Each record should reappear exactly in your answer, minus any picture.

## [Data excerpts]
++++++

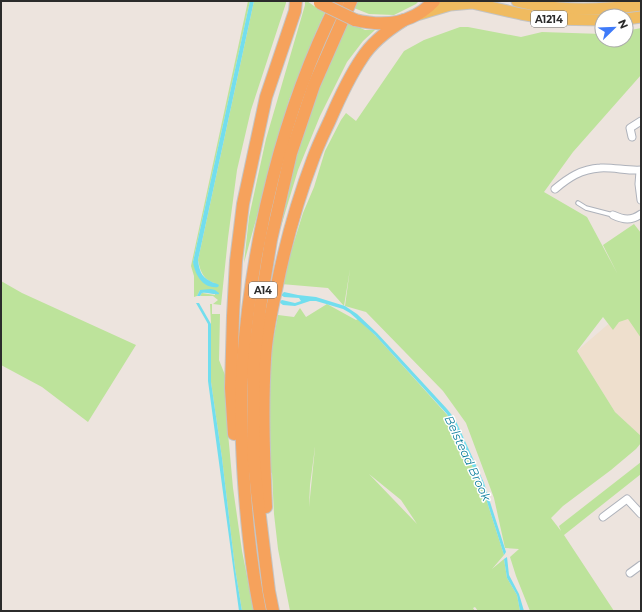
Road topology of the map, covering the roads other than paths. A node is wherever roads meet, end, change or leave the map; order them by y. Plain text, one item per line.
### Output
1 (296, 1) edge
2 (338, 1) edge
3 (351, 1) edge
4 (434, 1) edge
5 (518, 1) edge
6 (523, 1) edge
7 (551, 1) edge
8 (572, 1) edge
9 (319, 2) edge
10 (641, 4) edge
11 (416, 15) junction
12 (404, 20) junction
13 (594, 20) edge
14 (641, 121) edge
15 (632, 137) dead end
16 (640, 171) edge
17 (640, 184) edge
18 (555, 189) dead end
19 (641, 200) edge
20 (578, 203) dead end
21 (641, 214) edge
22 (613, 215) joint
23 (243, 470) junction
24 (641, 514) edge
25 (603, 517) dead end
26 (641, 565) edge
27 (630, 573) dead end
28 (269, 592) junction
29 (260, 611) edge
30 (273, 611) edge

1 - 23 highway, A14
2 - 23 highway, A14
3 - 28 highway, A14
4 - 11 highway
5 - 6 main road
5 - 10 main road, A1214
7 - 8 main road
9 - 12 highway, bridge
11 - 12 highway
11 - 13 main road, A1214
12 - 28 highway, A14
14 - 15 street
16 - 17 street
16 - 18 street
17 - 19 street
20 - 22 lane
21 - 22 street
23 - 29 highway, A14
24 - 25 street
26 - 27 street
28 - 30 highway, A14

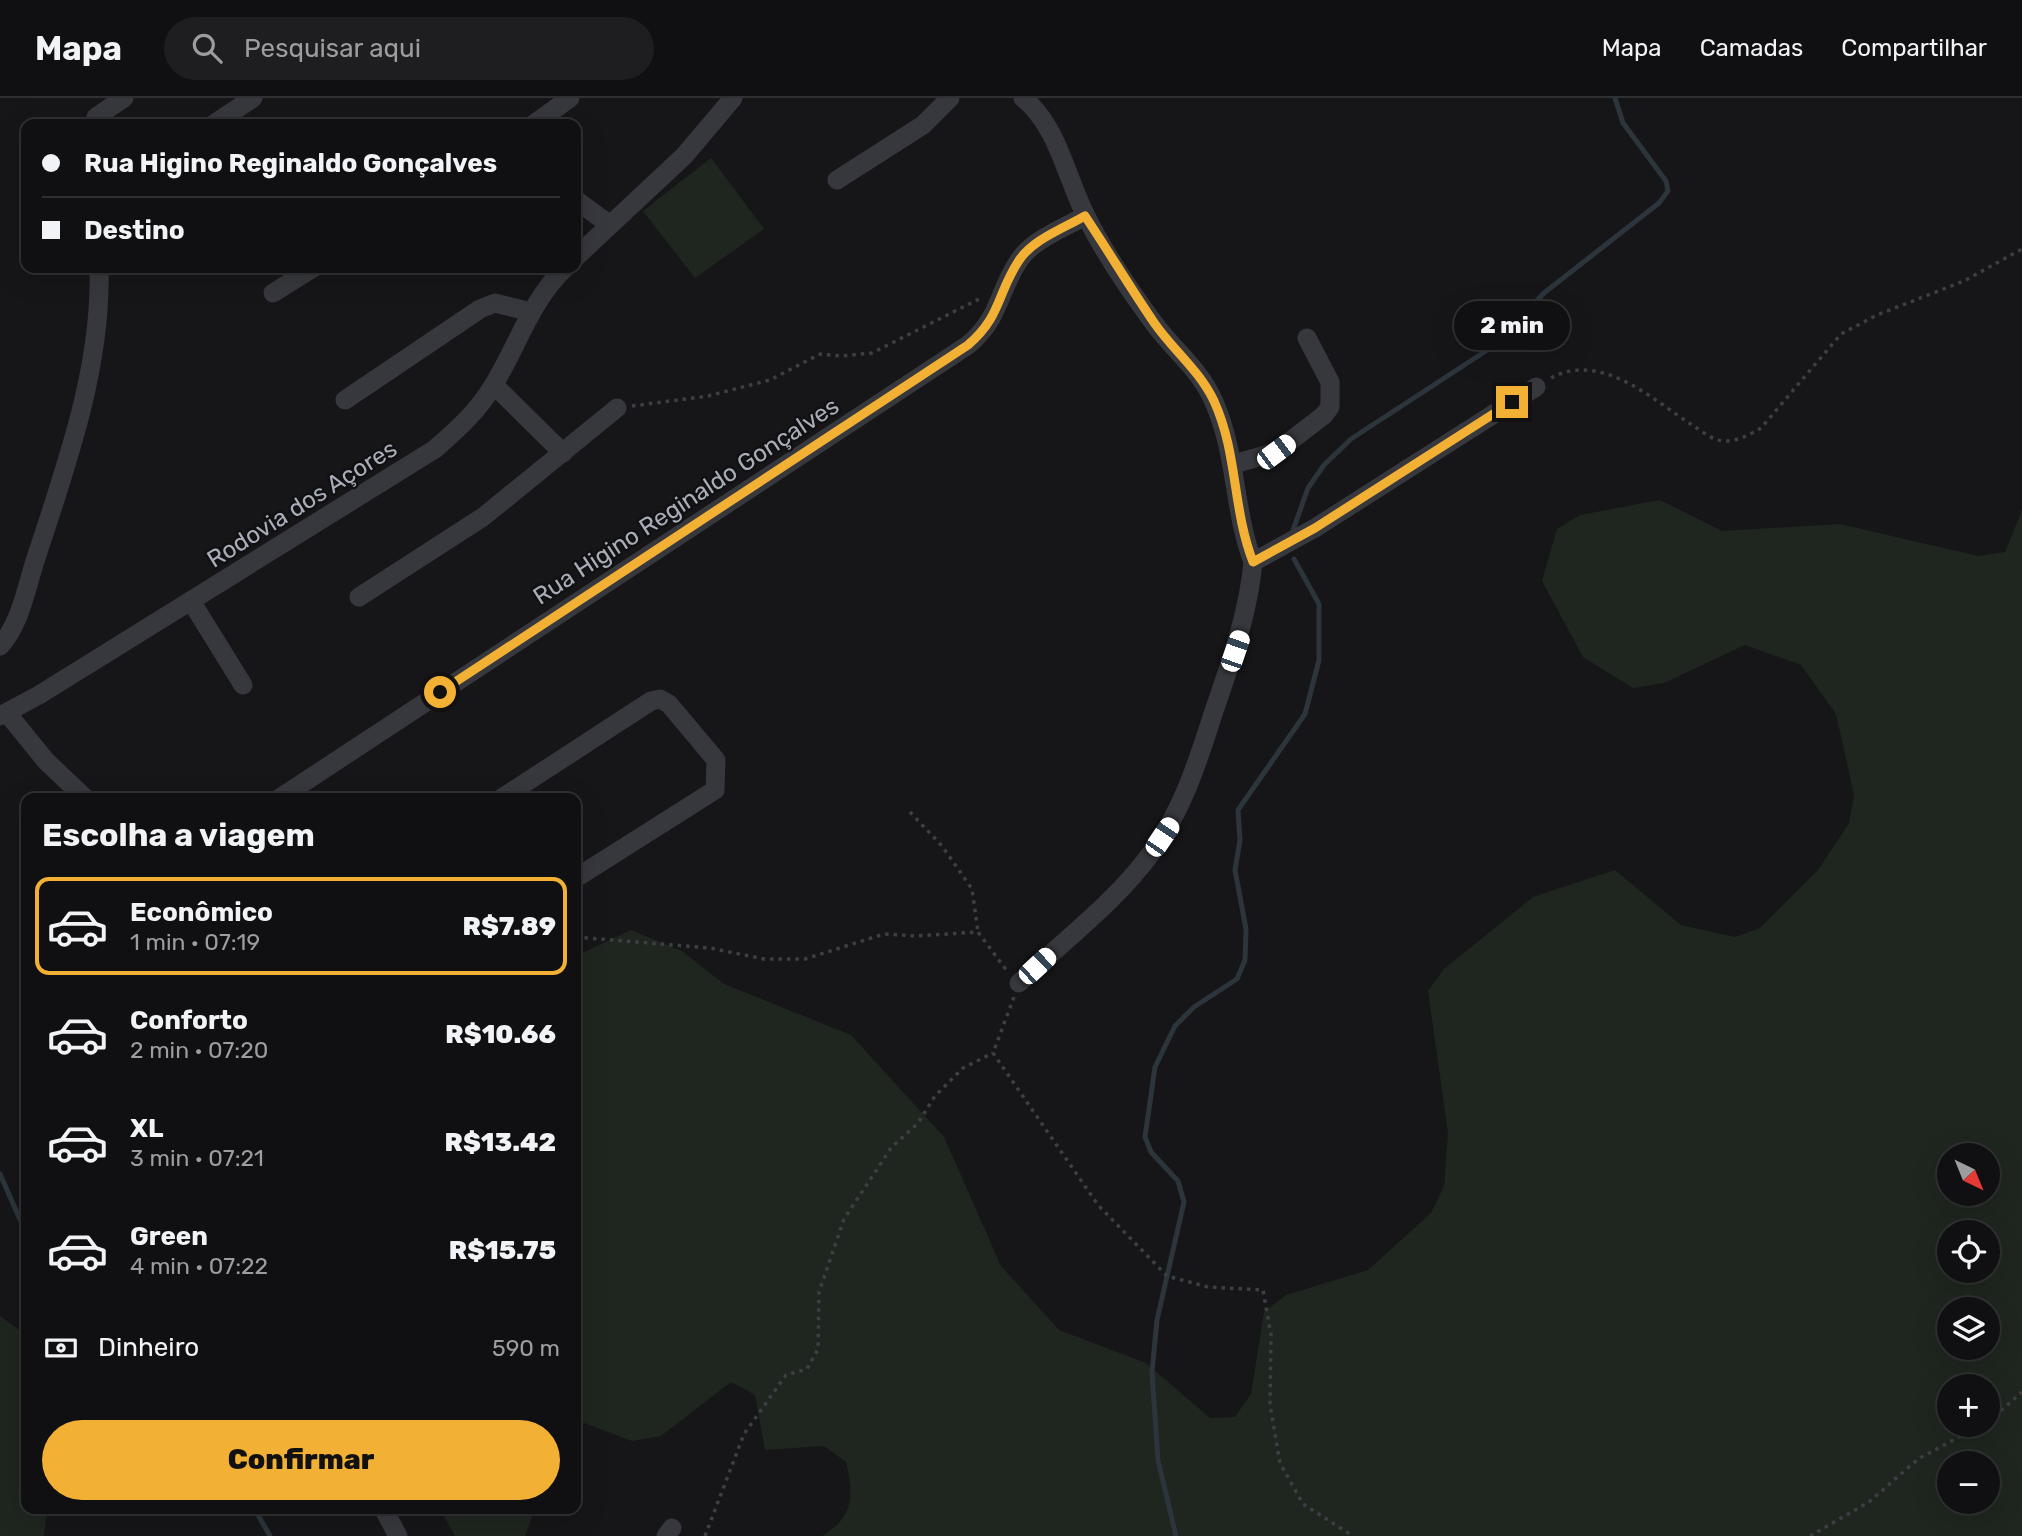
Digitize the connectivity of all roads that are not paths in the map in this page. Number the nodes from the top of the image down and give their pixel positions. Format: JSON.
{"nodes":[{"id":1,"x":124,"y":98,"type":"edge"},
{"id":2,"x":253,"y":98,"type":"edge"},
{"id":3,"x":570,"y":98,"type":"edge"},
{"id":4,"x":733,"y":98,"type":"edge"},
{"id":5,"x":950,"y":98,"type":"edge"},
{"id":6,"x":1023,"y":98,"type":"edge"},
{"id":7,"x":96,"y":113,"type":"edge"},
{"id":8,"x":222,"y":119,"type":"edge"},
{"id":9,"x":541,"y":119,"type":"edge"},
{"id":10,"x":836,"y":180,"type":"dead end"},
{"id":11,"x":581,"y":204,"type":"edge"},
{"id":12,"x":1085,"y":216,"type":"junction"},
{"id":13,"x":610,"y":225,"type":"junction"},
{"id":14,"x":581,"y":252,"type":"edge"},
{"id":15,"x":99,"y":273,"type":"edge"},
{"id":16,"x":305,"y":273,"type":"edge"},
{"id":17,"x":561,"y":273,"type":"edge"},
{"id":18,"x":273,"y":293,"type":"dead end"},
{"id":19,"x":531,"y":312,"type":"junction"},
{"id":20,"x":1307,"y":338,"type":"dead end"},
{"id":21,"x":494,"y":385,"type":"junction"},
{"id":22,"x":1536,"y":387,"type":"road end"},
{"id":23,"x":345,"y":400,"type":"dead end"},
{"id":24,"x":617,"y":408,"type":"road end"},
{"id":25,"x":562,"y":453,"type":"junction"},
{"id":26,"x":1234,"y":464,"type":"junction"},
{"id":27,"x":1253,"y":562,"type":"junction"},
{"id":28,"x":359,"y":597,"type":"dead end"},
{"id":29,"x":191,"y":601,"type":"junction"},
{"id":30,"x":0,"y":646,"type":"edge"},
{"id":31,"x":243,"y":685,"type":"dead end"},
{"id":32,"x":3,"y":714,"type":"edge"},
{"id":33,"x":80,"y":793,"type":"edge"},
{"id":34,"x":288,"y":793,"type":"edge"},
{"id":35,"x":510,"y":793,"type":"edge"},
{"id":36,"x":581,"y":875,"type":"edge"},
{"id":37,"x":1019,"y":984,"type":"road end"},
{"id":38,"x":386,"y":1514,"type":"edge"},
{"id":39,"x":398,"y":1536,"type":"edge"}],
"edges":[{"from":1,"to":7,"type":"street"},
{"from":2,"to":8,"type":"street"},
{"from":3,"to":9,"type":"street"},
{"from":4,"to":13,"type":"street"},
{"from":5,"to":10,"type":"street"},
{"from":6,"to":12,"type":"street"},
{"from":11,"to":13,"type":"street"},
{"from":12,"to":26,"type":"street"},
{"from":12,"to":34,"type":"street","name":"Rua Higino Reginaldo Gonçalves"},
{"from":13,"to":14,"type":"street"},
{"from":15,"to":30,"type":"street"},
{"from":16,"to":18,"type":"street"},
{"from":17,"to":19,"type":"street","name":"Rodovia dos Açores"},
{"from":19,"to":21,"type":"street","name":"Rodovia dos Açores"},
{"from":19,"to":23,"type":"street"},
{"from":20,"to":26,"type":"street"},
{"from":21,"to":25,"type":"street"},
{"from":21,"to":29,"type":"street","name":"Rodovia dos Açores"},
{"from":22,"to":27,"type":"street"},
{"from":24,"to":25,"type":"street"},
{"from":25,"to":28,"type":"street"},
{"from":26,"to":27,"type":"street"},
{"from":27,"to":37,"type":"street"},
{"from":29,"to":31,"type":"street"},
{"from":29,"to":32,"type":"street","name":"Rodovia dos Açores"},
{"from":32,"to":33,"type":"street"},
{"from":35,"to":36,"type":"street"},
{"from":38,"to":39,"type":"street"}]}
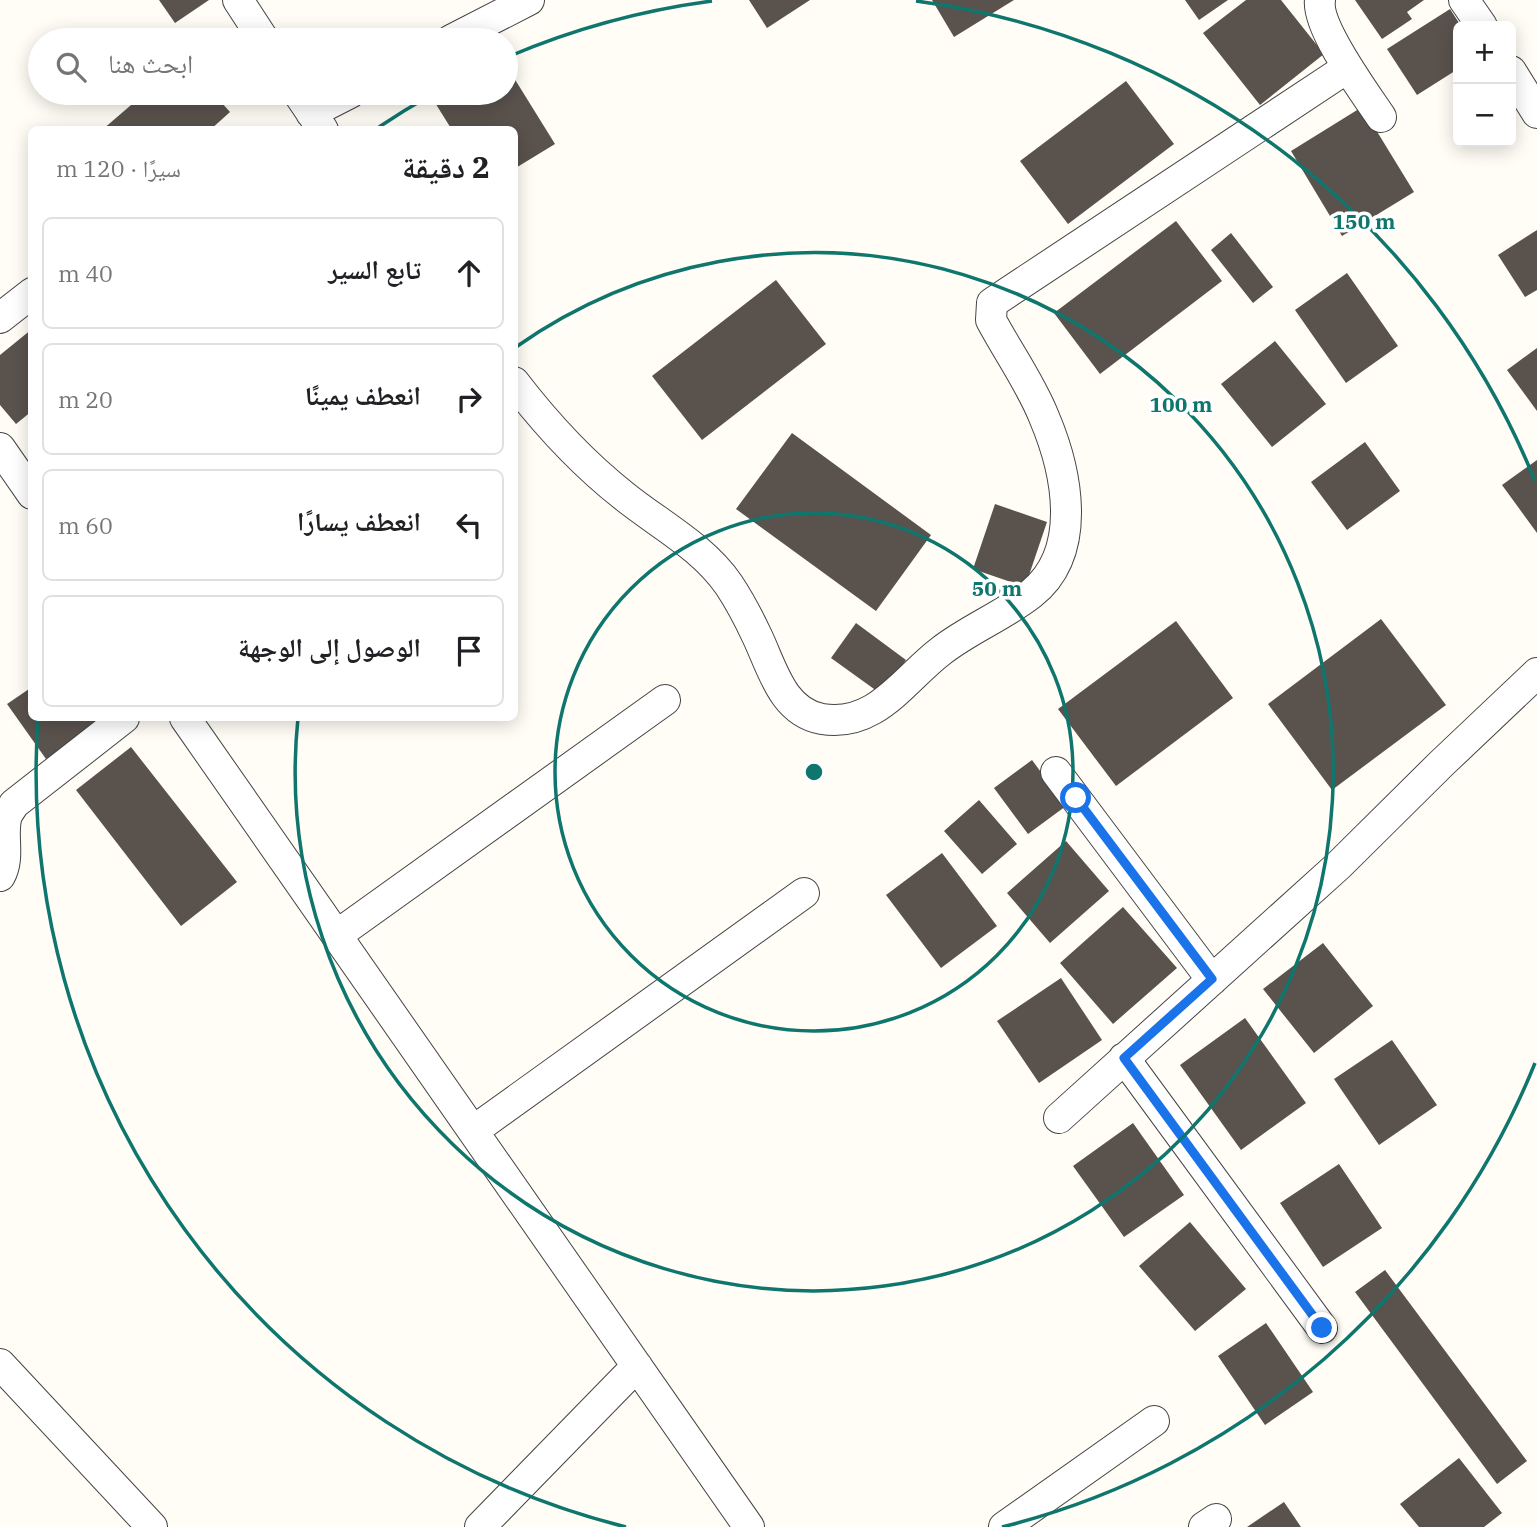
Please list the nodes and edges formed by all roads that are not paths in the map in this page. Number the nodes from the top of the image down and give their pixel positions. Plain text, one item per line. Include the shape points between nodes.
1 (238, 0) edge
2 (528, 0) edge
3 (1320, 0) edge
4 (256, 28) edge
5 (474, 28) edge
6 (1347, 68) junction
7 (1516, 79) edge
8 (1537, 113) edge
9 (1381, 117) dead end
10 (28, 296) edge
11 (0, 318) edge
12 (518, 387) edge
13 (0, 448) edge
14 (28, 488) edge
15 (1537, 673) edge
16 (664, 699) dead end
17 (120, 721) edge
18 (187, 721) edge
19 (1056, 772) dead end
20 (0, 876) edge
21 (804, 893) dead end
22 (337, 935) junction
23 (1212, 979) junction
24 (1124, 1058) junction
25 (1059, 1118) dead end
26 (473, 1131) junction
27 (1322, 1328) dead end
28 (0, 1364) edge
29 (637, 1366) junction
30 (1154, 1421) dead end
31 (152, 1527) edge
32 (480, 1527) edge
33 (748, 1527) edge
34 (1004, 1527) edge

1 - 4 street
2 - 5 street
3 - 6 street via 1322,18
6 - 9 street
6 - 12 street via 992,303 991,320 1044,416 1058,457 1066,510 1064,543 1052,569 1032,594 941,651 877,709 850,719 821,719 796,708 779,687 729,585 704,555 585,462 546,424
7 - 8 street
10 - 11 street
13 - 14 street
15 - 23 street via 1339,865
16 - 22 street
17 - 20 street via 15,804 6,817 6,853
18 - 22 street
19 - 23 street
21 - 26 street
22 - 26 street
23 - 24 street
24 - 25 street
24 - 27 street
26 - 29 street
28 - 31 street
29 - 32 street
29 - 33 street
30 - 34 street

++++++

## [Written reply]
Road topology of the map, covering the roads other than paths. A node is wherever roads meet, end, change or leave the map; order them by y. Plain text, one item per line.
### Output
1 (296, 1) edge
2 (338, 1) edge
3 (351, 1) edge
4 (434, 1) edge
5 (518, 1) edge
6 (523, 1) edge
7 (551, 1) edge
8 (572, 1) edge
9 (319, 2) edge
10 (641, 4) edge
11 (416, 15) junction
12 (404, 20) junction
13 (594, 20) edge
14 (641, 121) edge
15 (632, 137) dead end
16 (640, 171) edge
17 (640, 184) edge
18 (555, 189) dead end
19 (641, 200) edge
20 (578, 203) dead end
21 (641, 214) edge
22 (613, 215) joint
23 (243, 470) junction
24 (641, 514) edge
25 (603, 517) dead end
26 (641, 565) edge
27 (630, 573) dead end
28 (269, 592) junction
29 (260, 611) edge
30 (273, 611) edge

1 - 23 highway, A14
2 - 23 highway, A14
3 - 28 highway, A14
4 - 11 highway
5 - 6 main road
5 - 10 main road, A1214
7 - 8 main road
9 - 12 highway, bridge
11 - 12 highway
11 - 13 main road, A1214
12 - 28 highway, A14
14 - 15 street
16 - 17 street
16 - 18 street
17 - 19 street
20 - 22 lane
21 - 22 street
23 - 29 highway, A14
24 - 25 street
26 - 27 street
28 - 30 highway, A14

Digitize the connectivity of all roads that are not paths in the map in this page. Number the nodes from the top of the image down and give their pixel positions. Format: JSON.
{"nodes":[{"id":1,"x":124,"y":98,"type":"edge"},
{"id":2,"x":253,"y":98,"type":"edge"},
{"id":3,"x":570,"y":98,"type":"edge"},
{"id":4,"x":733,"y":98,"type":"edge"},
{"id":5,"x":950,"y":98,"type":"edge"},
{"id":6,"x":1023,"y":98,"type":"edge"},
{"id":7,"x":96,"y":113,"type":"edge"},
{"id":8,"x":222,"y":119,"type":"edge"},
{"id":9,"x":541,"y":119,"type":"edge"},
{"id":10,"x":836,"y":180,"type":"dead end"},
{"id":11,"x":581,"y":204,"type":"edge"},
{"id":12,"x":1085,"y":216,"type":"junction"},
{"id":13,"x":610,"y":225,"type":"junction"},
{"id":14,"x":581,"y":252,"type":"edge"},
{"id":15,"x":99,"y":273,"type":"edge"},
{"id":16,"x":305,"y":273,"type":"edge"},
{"id":17,"x":561,"y":273,"type":"edge"},
{"id":18,"x":273,"y":293,"type":"dead end"},
{"id":19,"x":531,"y":312,"type":"junction"},
{"id":20,"x":1307,"y":338,"type":"dead end"},
{"id":21,"x":494,"y":385,"type":"junction"},
{"id":22,"x":1536,"y":387,"type":"road end"},
{"id":23,"x":345,"y":400,"type":"dead end"},
{"id":24,"x":617,"y":408,"type":"road end"},
{"id":25,"x":562,"y":453,"type":"junction"},
{"id":26,"x":1234,"y":464,"type":"junction"},
{"id":27,"x":1253,"y":562,"type":"junction"},
{"id":28,"x":359,"y":597,"type":"dead end"},
{"id":29,"x":191,"y":601,"type":"junction"},
{"id":30,"x":0,"y":646,"type":"edge"},
{"id":31,"x":243,"y":685,"type":"dead end"},
{"id":32,"x":3,"y":714,"type":"edge"},
{"id":33,"x":80,"y":793,"type":"edge"},
{"id":34,"x":288,"y":793,"type":"edge"},
{"id":35,"x":510,"y":793,"type":"edge"},
{"id":36,"x":581,"y":875,"type":"edge"},
{"id":37,"x":1019,"y":984,"type":"road end"},
{"id":38,"x":386,"y":1514,"type":"edge"},
{"id":39,"x":398,"y":1536,"type":"edge"}],
"edges":[{"from":1,"to":7,"type":"street"},
{"from":2,"to":8,"type":"street"},
{"from":3,"to":9,"type":"street"},
{"from":4,"to":13,"type":"street"},
{"from":5,"to":10,"type":"street"},
{"from":6,"to":12,"type":"street"},
{"from":11,"to":13,"type":"street"},
{"from":12,"to":26,"type":"street"},
{"from":12,"to":34,"type":"street","name":"Rua Higino Reginaldo Gonçalves"},
{"from":13,"to":14,"type":"street"},
{"from":15,"to":30,"type":"street"},
{"from":16,"to":18,"type":"street"},
{"from":17,"to":19,"type":"street","name":"Rodovia dos Açores"},
{"from":19,"to":21,"type":"street","name":"Rodovia dos Açores"},
{"from":19,"to":23,"type":"street"},
{"from":20,"to":26,"type":"street"},
{"from":21,"to":25,"type":"street"},
{"from":21,"to":29,"type":"street","name":"Rodovia dos Açores"},
{"from":22,"to":27,"type":"street"},
{"from":24,"to":25,"type":"street"},
{"from":25,"to":28,"type":"street"},
{"from":26,"to":27,"type":"street"},
{"from":27,"to":37,"type":"street"},
{"from":29,"to":31,"type":"street"},
{"from":29,"to":32,"type":"street","name":"Rodovia dos Açores"},
{"from":32,"to":33,"type":"street"},
{"from":35,"to":36,"type":"street"},
{"from":38,"to":39,"type":"street"}]}
Please list the nodes and edges formed by all roads that are not paths in the map in this page. Number the nodes from the top of the image down and give their pixel positions. Plain text, one item per line. Include the shape points between nodes.
1 (238, 0) edge
2 (528, 0) edge
3 (1320, 0) edge
4 (256, 28) edge
5 (474, 28) edge
6 (1347, 68) junction
7 (1516, 79) edge
8 (1537, 113) edge
9 (1381, 117) dead end
10 (28, 296) edge
11 (0, 318) edge
12 (518, 387) edge
13 (0, 448) edge
14 (28, 488) edge
15 (1537, 673) edge
16 (664, 699) dead end
17 (120, 721) edge
18 (187, 721) edge
19 (1056, 772) dead end
20 (0, 876) edge
21 (804, 893) dead end
22 (337, 935) junction
23 (1212, 979) junction
24 (1124, 1058) junction
25 (1059, 1118) dead end
26 (473, 1131) junction
27 (1322, 1328) dead end
28 (0, 1364) edge
29 (637, 1366) junction
30 (1154, 1421) dead end
31 (152, 1527) edge
32 (480, 1527) edge
33 (748, 1527) edge
34 (1004, 1527) edge

1 - 4 street
2 - 5 street
3 - 6 street via 1322,18
6 - 9 street
6 - 12 street via 992,303 991,320 1044,416 1058,457 1066,510 1064,543 1052,569 1032,594 941,651 877,709 850,719 821,719 796,708 779,687 729,585 704,555 585,462 546,424
7 - 8 street
10 - 11 street
13 - 14 street
15 - 23 street via 1339,865
16 - 22 street
17 - 20 street via 15,804 6,817 6,853
18 - 22 street
19 - 23 street
21 - 26 street
22 - 26 street
23 - 24 street
24 - 25 street
24 - 27 street
26 - 29 street
28 - 31 street
29 - 32 street
29 - 33 street
30 - 34 street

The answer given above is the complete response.